Case ID: ad3d_48/html/0313-01.html
Source: Caselaw Access Project
Author: {"author": "", "license": "Public Domain", "url": "https://static.case.law/"}
Date Created: 2024-08-24T03:29:51.129683

Michael Brantley, Appellant, v New York City Transit Authority, Sued Herein as New York City Metropolitan Transit Authority, et al., Respondents, et al., Defendants.
    [852 NYS2d 81]
   Order, Supreme Court, New York County (Robert D. Lippmann, J.), entered on or about December 18, 2006, which granted defendants’ motions for summary judgment dismissing the complaint for lack of a serious injury as required by Insurance Law § 5102 (d), unanimously affirmed, without costs.

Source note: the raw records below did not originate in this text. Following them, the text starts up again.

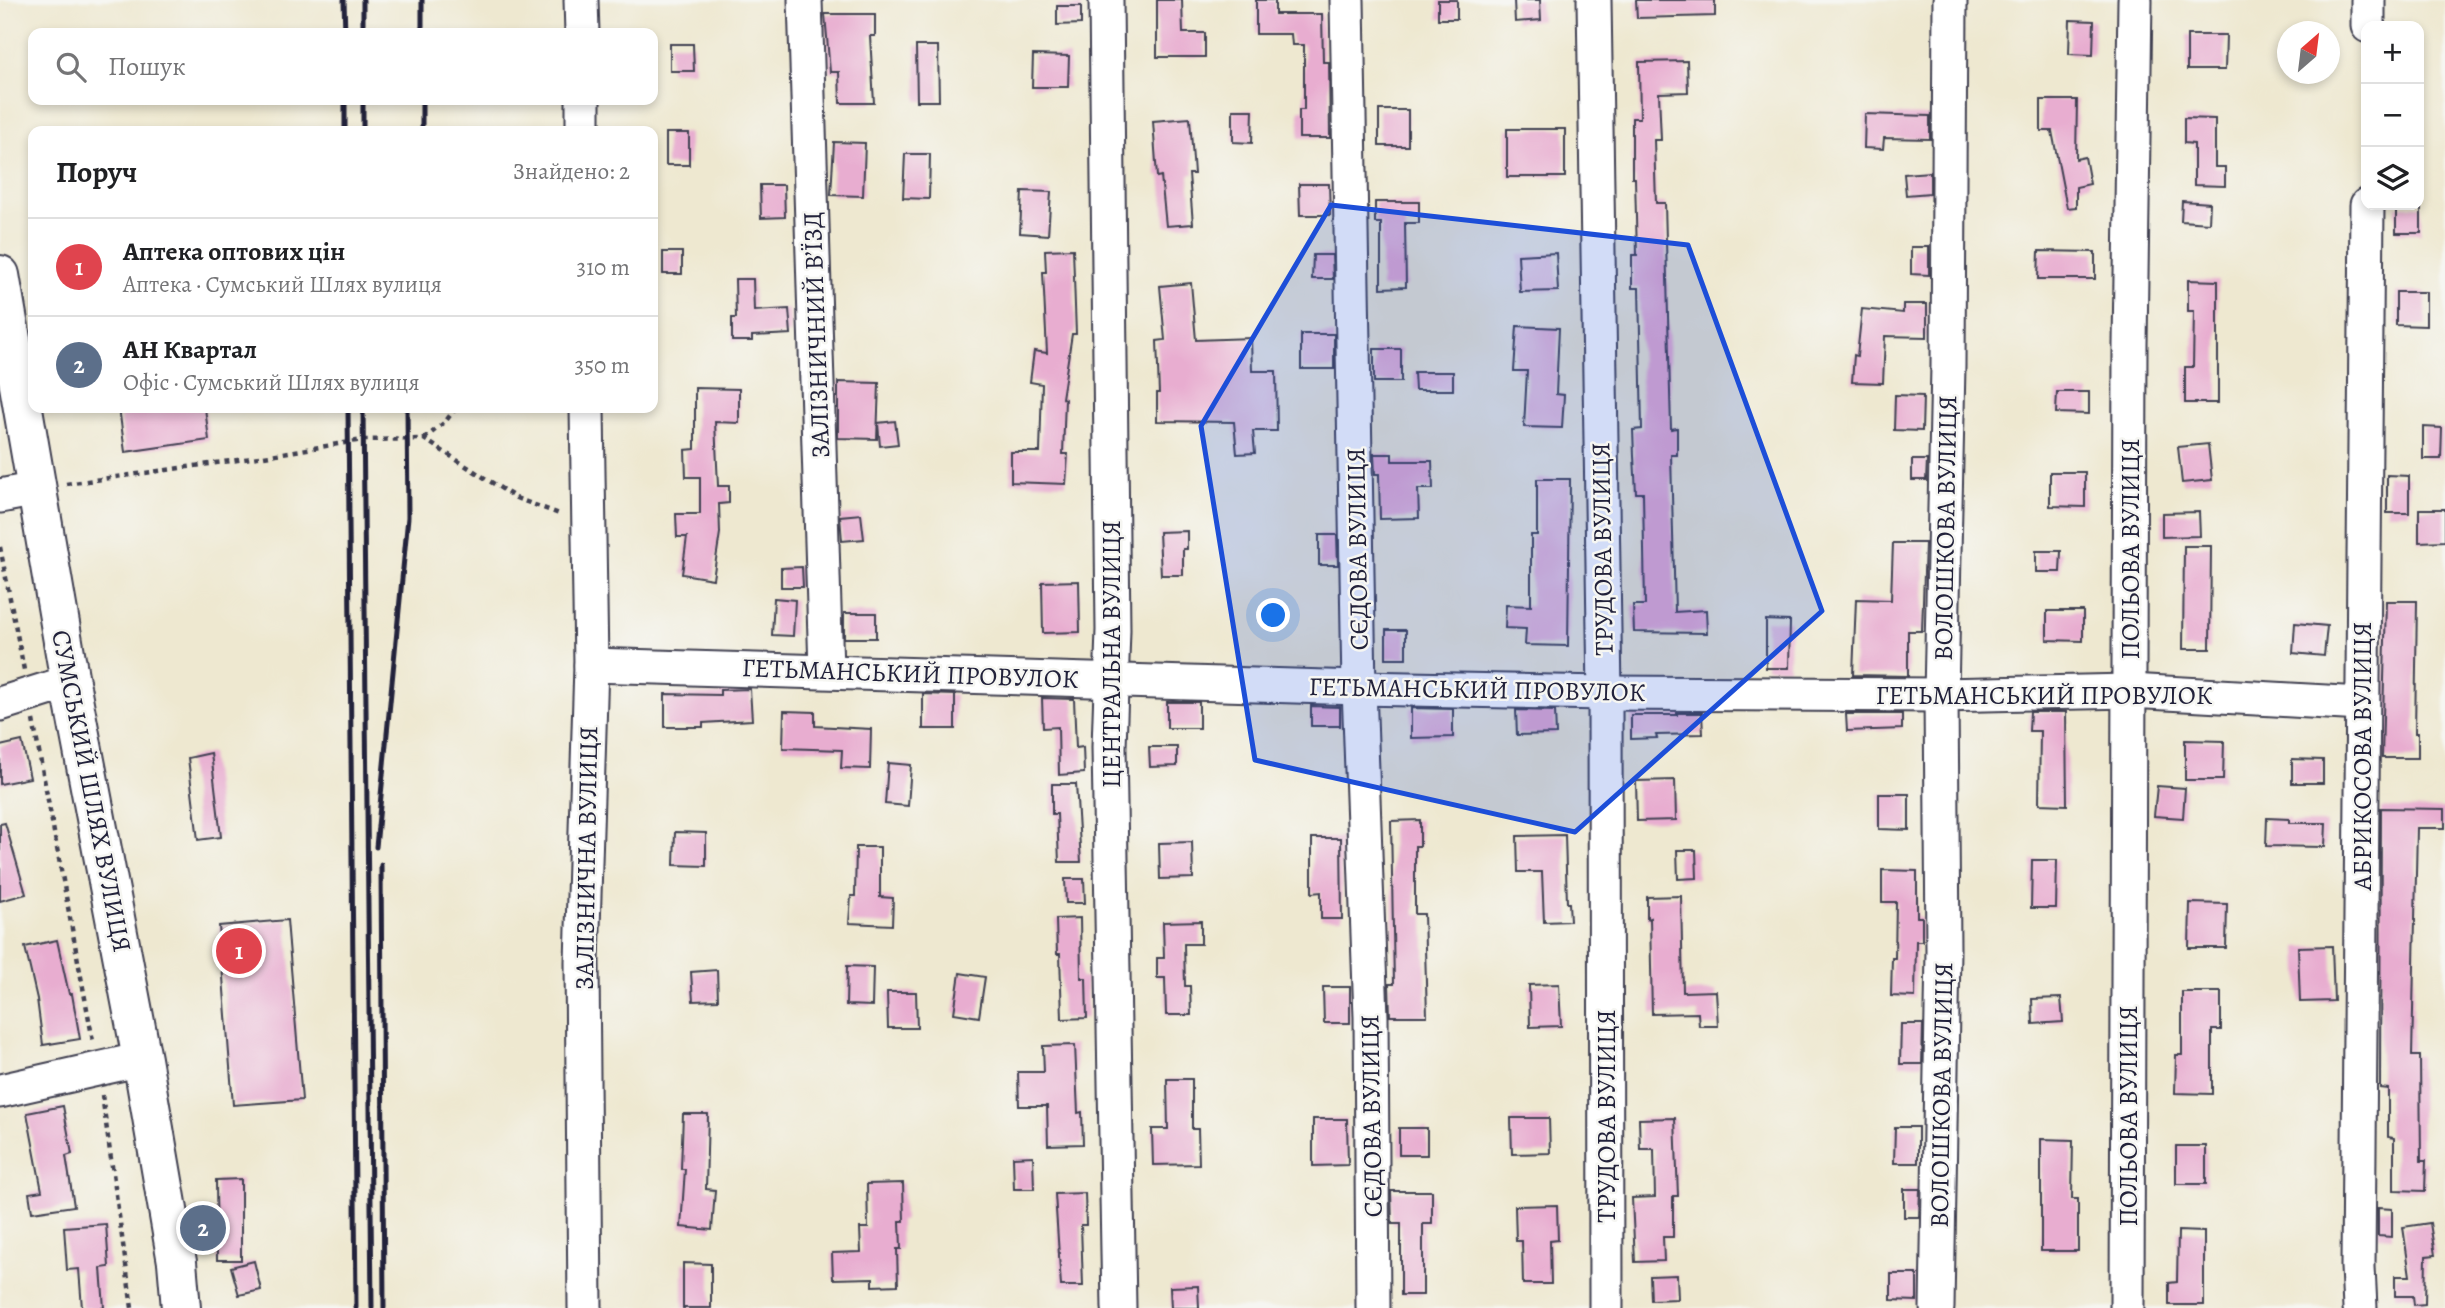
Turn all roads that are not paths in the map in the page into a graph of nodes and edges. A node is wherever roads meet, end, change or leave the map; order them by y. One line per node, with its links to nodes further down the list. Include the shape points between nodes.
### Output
1 (581, 0): 10 (street)
2 (805, 0): 19 (street, ЗАЛІЗНИЧНИЙ В’ЇЗД)
3 (1106, 0): 20 (street, ЦЕНТРАЛЬНА ВУЛИЦЯ)
4 (1347, 0): 22 (street, СЄДОВА ВУЛИЦЯ)
5 (1594, 0): 24 (street, ТРУДОВА ВУЛИЦЯ)
6 (1950, 0): 25 (street, ВОЛОШКОВА ВУЛИЦЯ)
7 (2135, 0): 23 (street, ПОЛЬОВА ВУЛИЦЯ)
8 (2368, 0): 9 (street)
9 (2368, 21)
10 (582, 28)
11 (583, 105): 12 (street)
12 (583, 126)
13 (2367, 210): 27 (street, АБРИКОСОВА ВУЛИЦЯ)
14 (2, 299): 16 (main road, СУМСЬКИЙ ШЛЯХ ВУЛИЦЯ)
15 (587, 413): 18 (street, ЗАЛІЗНИЧНА ВУЛИЦЯ)
16 (37, 489): 17 (street); 21 (main road, СУМСЬКИЙ ШЛЯХ ВУЛИЦЯ)
17 (0, 496)
18 (591, 664): 19 (street, ГЕТЬМАНСЬКИЙ ПРОВУЛОК); 31 (street, ЗАЛІЗНИЧНА ВУЛИЦЯ, via 582,962)
19 (826, 670): 20 (street, ГЕТЬМАНСЬКИЙ ПРОВУЛОК)
20 (1112, 679): 22 (street, ГЕТЬМАНСЬКИЙ ПРОВУЛОК); 32 (street, ЦЕНТРАЛЬНА ВУЛИЦЯ)
21 (70, 682): 26 (street); 28 (main road, СУМСЬКИЙ ШЛЯХ ВУЛИЦЯ)
22 (1359, 688): 24 (street, ГЕТЬМАНСЬКИЙ ПРОВУЛОК); 33 (street, СЄДОВА ВУЛИЦЯ, via 1371,1017)
23 (2130, 691): 25 (street, ГЕТЬМАНСЬКИЙ ПРОВУЛОК); 27 (street, ГЕТЬМАНСЬКИЙ ПРОВУЛОК); 36 (street, ПОЛЬОВА ВУЛИЦЯ)
24 (1605, 693): 25 (street, ГЕТЬМАНСЬКИЙ ПРОВУЛОК); 34 (street, ТРУДОВА ВУЛИЦЯ)
25 (1941, 695): 35 (street, ВОЛОШКОВА ВУЛИЦЯ, via 1943,950)
26 (14, 700)
27 (2362, 704): 37 (street, АБРИКОСОВА ВУЛИЦЯ)
28 (142, 1059): 29 (street); 30 (main road, СУМСЬКИЙ ШЛЯХ ВУЛИЦЯ)
29 (0, 1091)
30 (181, 1308)
31 (585, 1308)
32 (1119, 1308)
33 (1373, 1308)
34 (1606, 1308)
35 (1937, 1308)
36 (2127, 1308)
37 (2360, 1308)

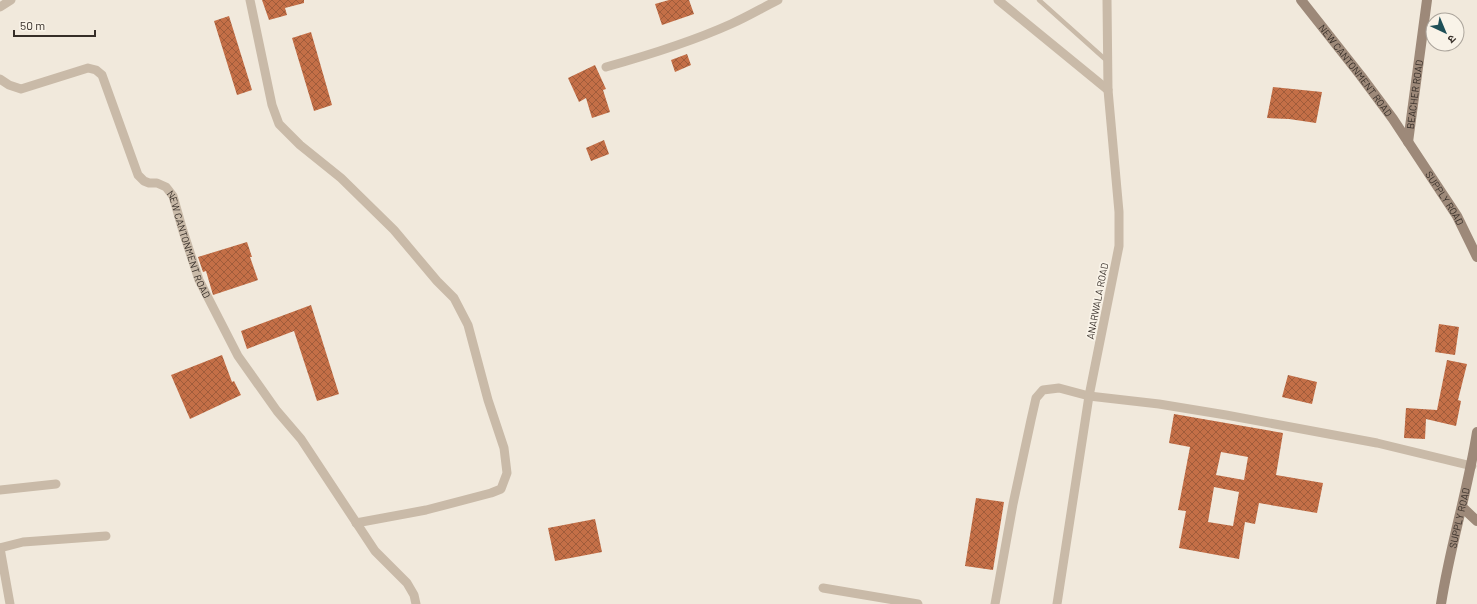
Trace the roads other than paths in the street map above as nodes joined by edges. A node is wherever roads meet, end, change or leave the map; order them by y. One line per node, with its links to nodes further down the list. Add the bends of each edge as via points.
1 (11, 0): 9 (street)
2 (250, 0): 23 (street, via 272,105 279,124 300,145 341,178 394,230 454,298 468,325 504,448 507,473 501,489 491,494 426,510)
3 (778, 0): 11 (street, via 697,38 654,54)
4 (998, 0): 13 (street)
5 (1039, 0): 10 (lane)
6 (1107, 0): 10 (street, ANARWALA ROAD)
7 (1301, 0): 14 (street, NEW CANTONMENT ROAD, via 1366,82)
8 (1427, 0): 14 (street, BEACHER ROAD)
9 (0, 7)
10 (1107, 61): 13 (street, ANARWALA ROAD)
11 (606, 67)
12 (0, 79): 23 (street, NEW CANTONMENT ROAD, via 9,86 21,89 88,68 102,75 138,175 144,181 166,187 173,196 199,280 238,356 277,411 301,439)
13 (1108, 90): 16 (street, ANARWALA ROAD, via 1119,212 1119,246)
14 (1408, 142): 15 (street, SUPPLY ROAD, via 1457,216)
15 (1477, 257)
16 (1089, 396): 18 (street, via 1226,415 1378,444); 30 (street, via 1059,388 1043,390 1036,398); 31 (street, ANARWALA ROAD)
17 (1477, 432): 18 (street, SUPPLY ROAD)
18 (1472, 466): 21 (street, SUPPLY ROAD)
19 (56, 484): 20 (street)
20 (0, 490)
21 (1462, 507): 22 (street); 32 (street, SUPPLY ROAD)
22 (1477, 521)
23 (356, 523): 28 (street, NEW CANTONMENT ROAD, via 375,551 407,583)
24 (106, 536): 25 (street, via 23,542)
25 (0, 548): 27 (street)
26 (824, 588): 29 (street)
27 (10, 604)
28 (416, 604)
29 (918, 604)
30 (995, 604)
31 (1057, 604)
32 (1441, 604)

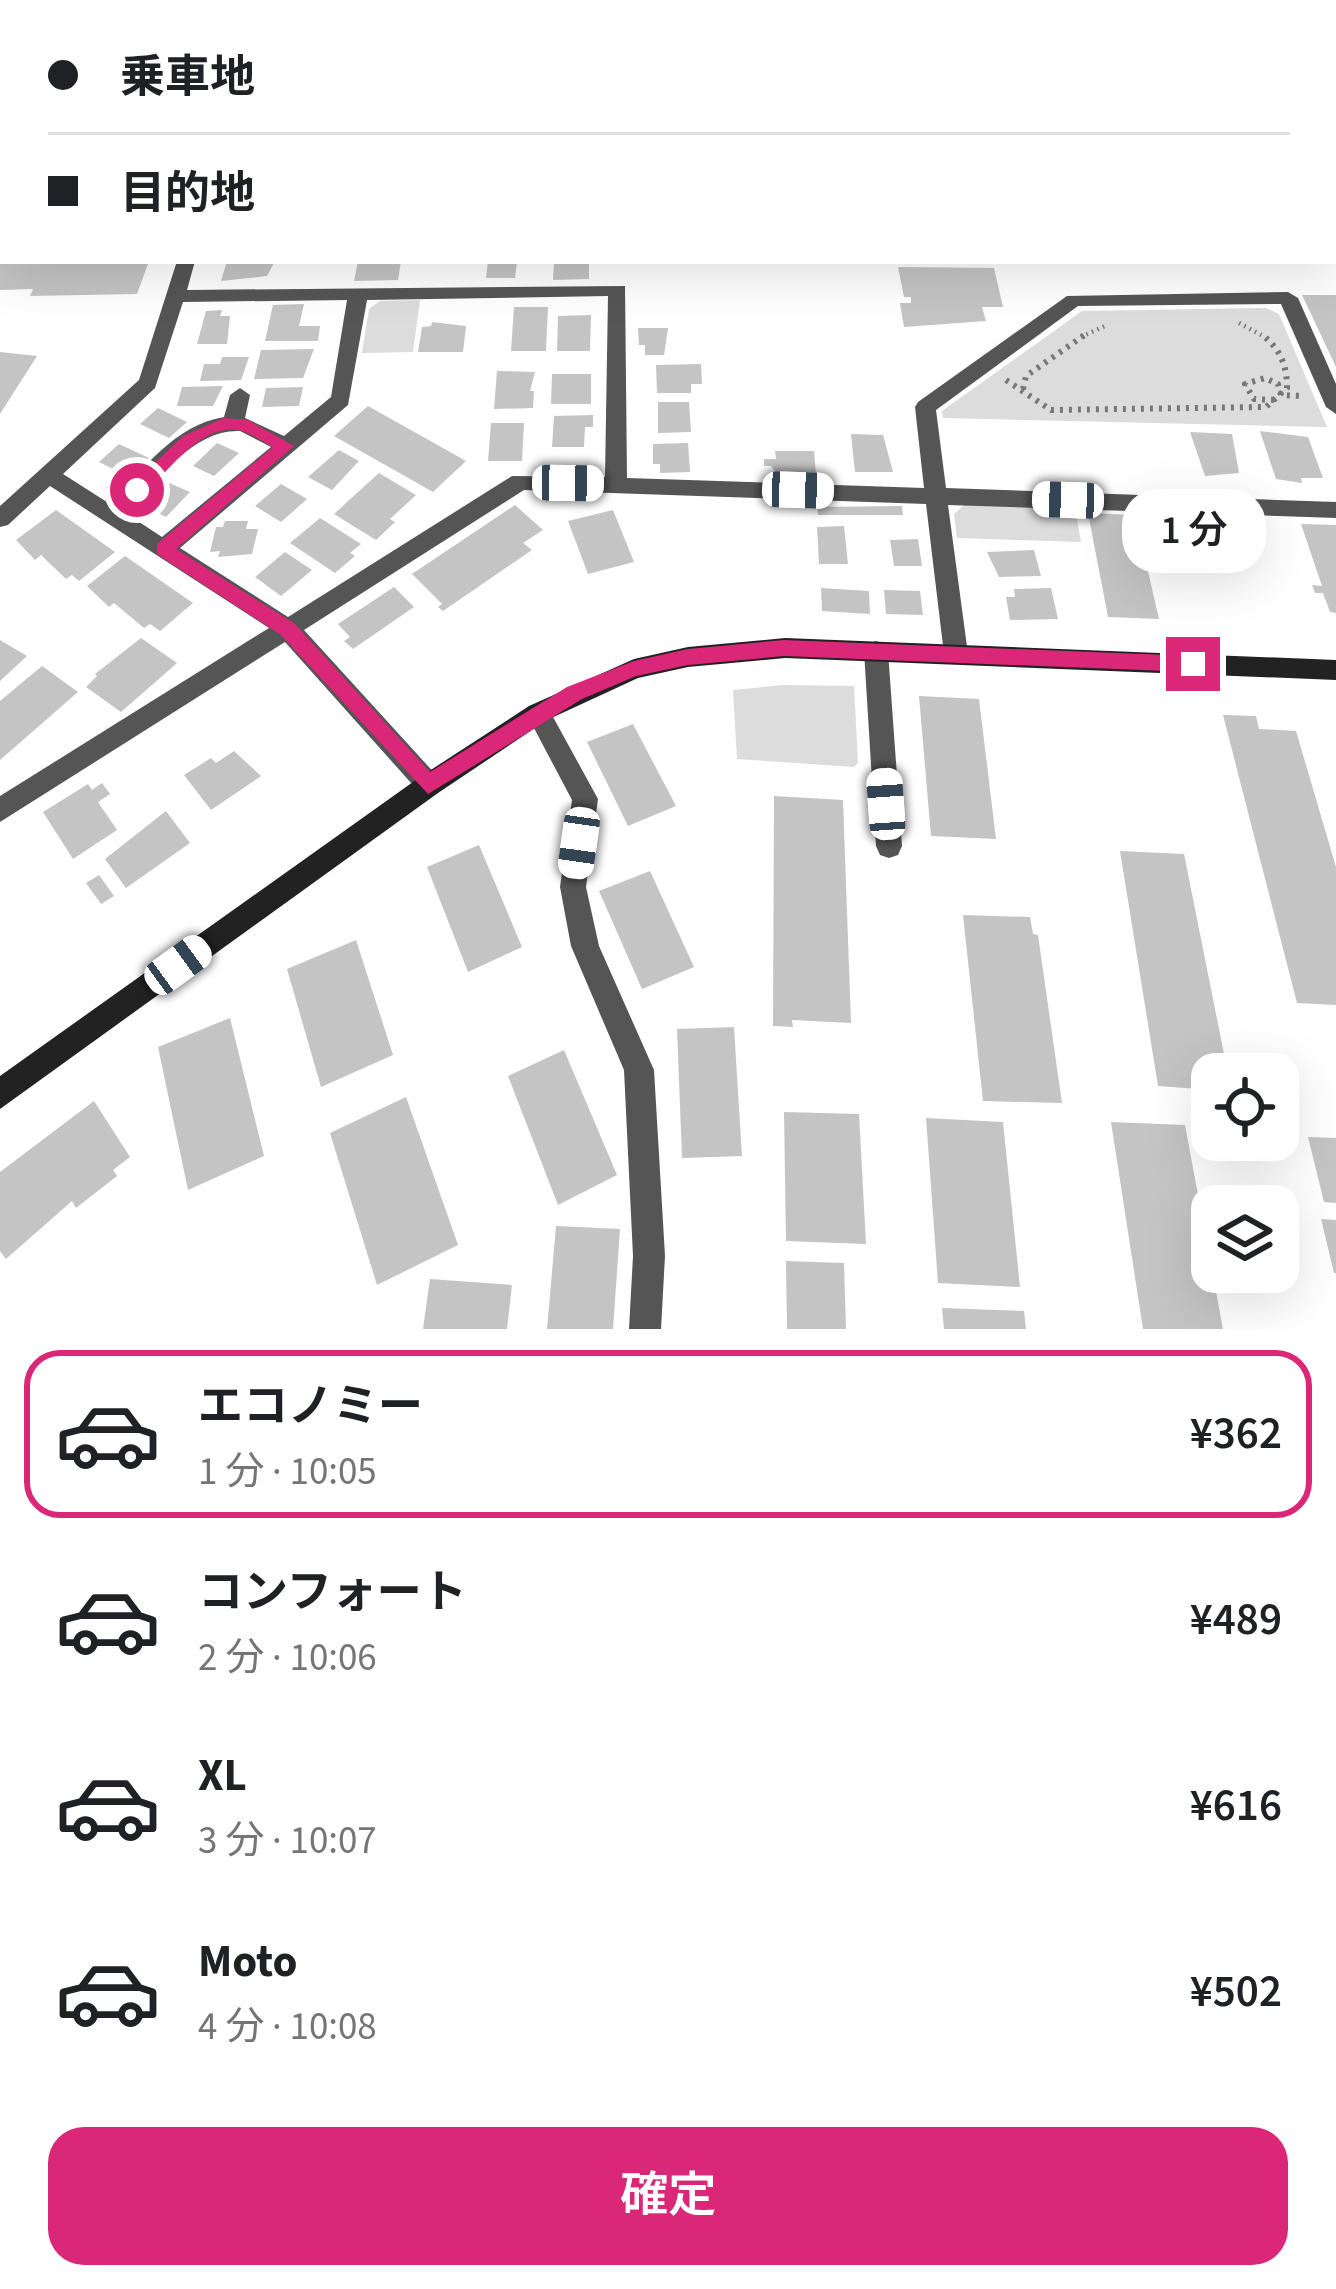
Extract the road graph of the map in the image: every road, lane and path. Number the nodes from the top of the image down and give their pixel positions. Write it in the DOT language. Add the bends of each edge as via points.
graph roads {
  1 [pos="185,264"];
  2 [pos="358,294"];
  3 [pos="176,296"];
  4 [pos="1221,319"];
  5 [pos="1120,322"];
  6 [pos="240,395"];
  7 [pos="1279,397"];
  8 [pos="1336,407"];
  9 [pos="233,423"];
  10 [pos="286,446"];
  11 [pos="50,475"];
  12 [pos="616,484"];
  13 [pos="934,495"];
  14 [pos="1336,509"];
  15 [pos="112,516"];
  16 [pos="0,519"];
  17 [pos="163,549"];
  18 [pos="288,629"];
  19 [pos="876,651"];
  20 [pos="956,654"];
  21 [pos="1336,670"];
  22 [pos="538,713"];
  23 [pos="428,785"];
  24 [pos="0,810"];
  25 [pos="889,846"];
  26 [pos="0,1094"];
  27 [pos="645,1329"];
  1 -- 3 [label="street"];
  2 -- 3 [label="street"];
  2 -- 10 [label="street" via="340,400"];
  2 -- 12 [label="street" via="618,290"];
  3 -- 11 [label="street" via="148,382"];
  4 -- 7 [label="path" via="1276,345 1288,375"];
  5 -- 7 [label="path" via="1084,335 1026,376 1028,397 1059,411 1250,409"];
  6 -- 9 [label="street"];
  7 -- 7 [label="path" via="1254,399 1245,384 1265,378 1278,384"];
  8 -- 13 [label="street" via="1288,298 1074,300 925,407"];
  9 -- 10 [label="street"];
  9 -- 15 [label="street" via="189,440"];
  10 -- 17 [label="street"];
  11 -- 15 [label="street"];
  11 -- 16 [label="street"];
  12 -- 13 [label="street"];
  12 -- 18 [label="street" via="520,482"];
  13 -- 14 [label="street"];
  13 -- 20 [label="street"];
  15 -- 17 [label="street"];
  17 -- 18 [label="street"];
  18 -- 23 [label="street"];
  18 -- 24 [label="street"];
  19 -- 20 [label="street"];
  19 -- 22 [label="street" via="688,657 634,669"];
  19 -- 25 [label="street"];
  20 -- 21 [label="street"];
  22 -- 23 [label="street"];
  22 -- 27 [label="street" via="585,799 573,887 585,946 639,1070"];
  23 -- 26 [label="street"];
}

With respect to the 90/180-day category, defendants met their initial burden on the motion by submitting plaintiffs deposition testimony and bill of particulars indicating that he was confined to bed for only five days and missed only five days of work (see Thompson v Abbasi, 15 AD3d 95, 101 [2005]), and the report of an orthopedist who examined plaintiff about four months after the accident and found unrestricted range of motion. With respect to all categories of serious injury claimed by plaintiff, his opposition raised no issues of fact as to causation. While an MRI taken about three months after the accident indicated a herniated lumbar disc, the only objective evidence of limitations of motion is contained in a report of an orthopedist who examined plaintiff about four years after the accident—“too remote to raise an issue of fact as to whether the limitations were caused by the accident” (Lopez v Simpson, 39 AD3d 420, 421 [2007]), even if there were no evidence of a prior neck and back injury left unaddressed in the orthopedist’s report and which kept plaintiff out of work for two months and on disability for six months (see Pommells v Perez, 4 NY3d 566, 579-580 [2005]; Carter v Full Serv., Inc., 29 AD3d 342 [2006], lv denied 7 NY3d 709 [2006]). Without objective findings of limitations of motion contemporaneous with the accident, plaintiffs assertion that he has “difficulty” engaging in athletic activities, lifting heavy objects, and walking are insufficient to raise a triable issue as to whether there was a curtailment of his customary activities during the requisite 90/180-day period (see Nelson v Distant, 308 AD2d 338, 340 [2003]; Grimes-Carrion v Carroll, 17 AD3d 296, 297 [2005]). Concur—Lippman, P.J., Andrias, Nardelli, Buckley and Acosta, JJ.